For years, enterprise executives and their legions of data pros have been heeding the call to stand up enterprise data lakes as the cure for all reporting ills. They’ve been shoring up their data by amassing files from transactional systems, databases of all kinds, feeds from business applications and third party data sources — all into vast data lakes. They’ve been on a mission, and they’ve been relentless.
But now, taking a moment to catch their breath and survey the reams of stuff they piled together, these data pros find themselves lost, stuck in uncharted territories that some folks call data swamps. The lakes have turned into dumping grounds of disparate datasets of all shapes and sizes, with different schemas (or no schemas), that no one can trust or let alone use.
The picture of beautifully organized data that everyone intuitively understands and readily consumes has turned out to be a mirage or, in some cases, dangerous quicksand. Enter at your own risk.
Why did it happen?
Primarily because everyone and their cousin had unmitigated access to the staging areas, and was free to dump their data at will. Sure, when the data lake project was launched, the company put a guy in charge to oversee and supervise, but he since left the company and nobody since has volunteered to take his place. So, yes, lack of oversight and coordination is the reason why.
And the problem only got worse over time when more data sources were tapped. First party, second party, third party -- it didn’t matter: if it looked like data, then data pros wanted to store it, even before they knew what to do with it.

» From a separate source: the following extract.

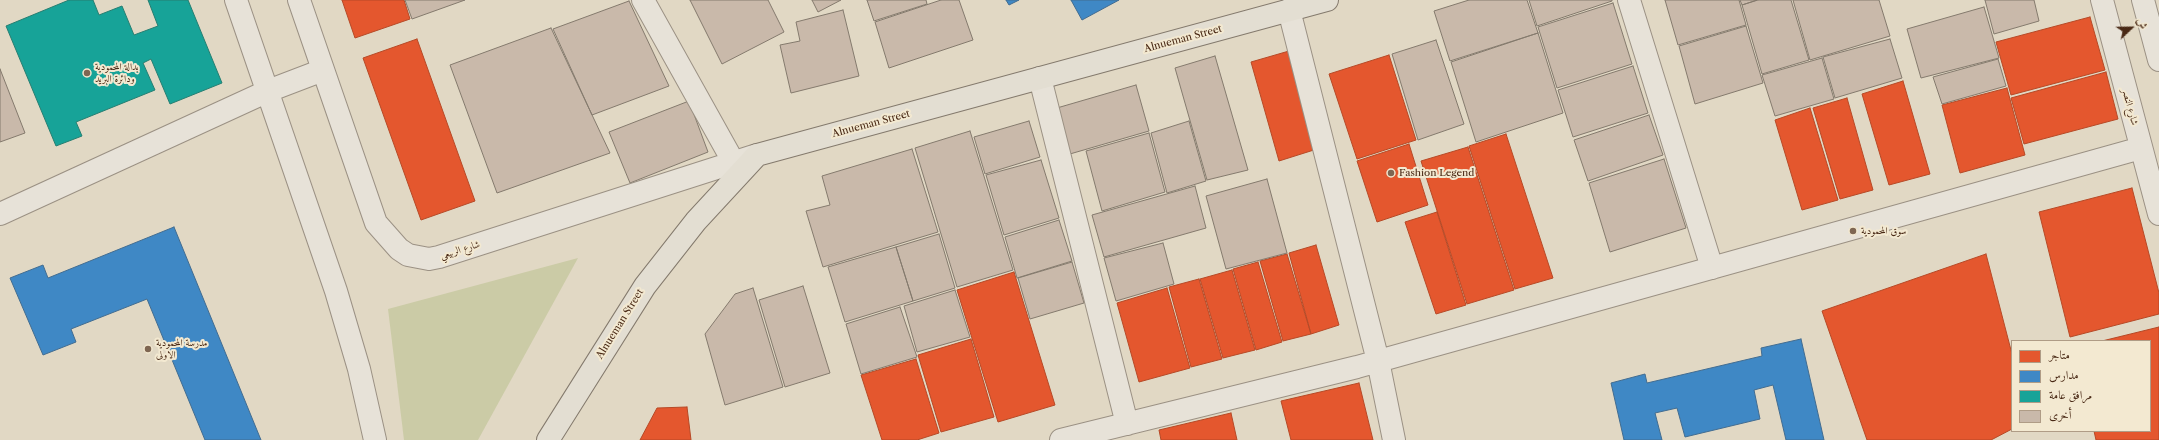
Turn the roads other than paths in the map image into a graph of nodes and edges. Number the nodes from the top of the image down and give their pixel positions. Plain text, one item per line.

Data became the new oil, and everybody was rolling their barrels willy-nilly to the lake.
So how does one get out this sticky mess? Conventional thinking would have you believe that one has but two choices: either abandon the swamp altogether and start anew, or bite the bullet, spend however much time you need and rebuild (drain?) the swamp. Neither of these options is appetizing and rightfully so: they are both expensive, laborious and demoralizing, with prolonged time-to-value.
Keep your swamp
Yup, there is a third option. It may sound crazy, but often your best bet is to leave things the way they are. Let data be data in whatever state it is, and apply your organization someplace else. In Lore IO.
You start things off by selecting a simple business process with a few events. A low-hanging fruit that has good ROI. You identify the sources and have Lore IO scan the physical files in the data swamp. Lore IO parses them and pulls their metadata into a searchable catalog. Each data source gets represented in Lore IO in a relational view. Even nested objects like JSON and XML get flattened.

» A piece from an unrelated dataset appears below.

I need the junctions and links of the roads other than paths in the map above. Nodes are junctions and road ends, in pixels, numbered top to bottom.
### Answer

Lore IO looks for table relationships in DDL statement outputs, by using an innovative recommendation engine, or by having stakeholders fill up the gaps.
While this is going, you invite your business team to define their target views inside Lore IO. They use declarative language to express their desired transformations without having to know anything about the source data. Just have them document their needs: if they don’t know which table or column to use, have them simply name them.
Once the metadata is loaded into the catalog, you and your business team can use it to map the source tables and columns into the desired transformations. You can test and validate incrementally, fixing errors and problems as you encounter them.
Once the modeling is done, your business team is ready to generate views. Lore IO will transform the declarations into ETL code that will run on your source data. The transformed views can be materialized into your data warehouse.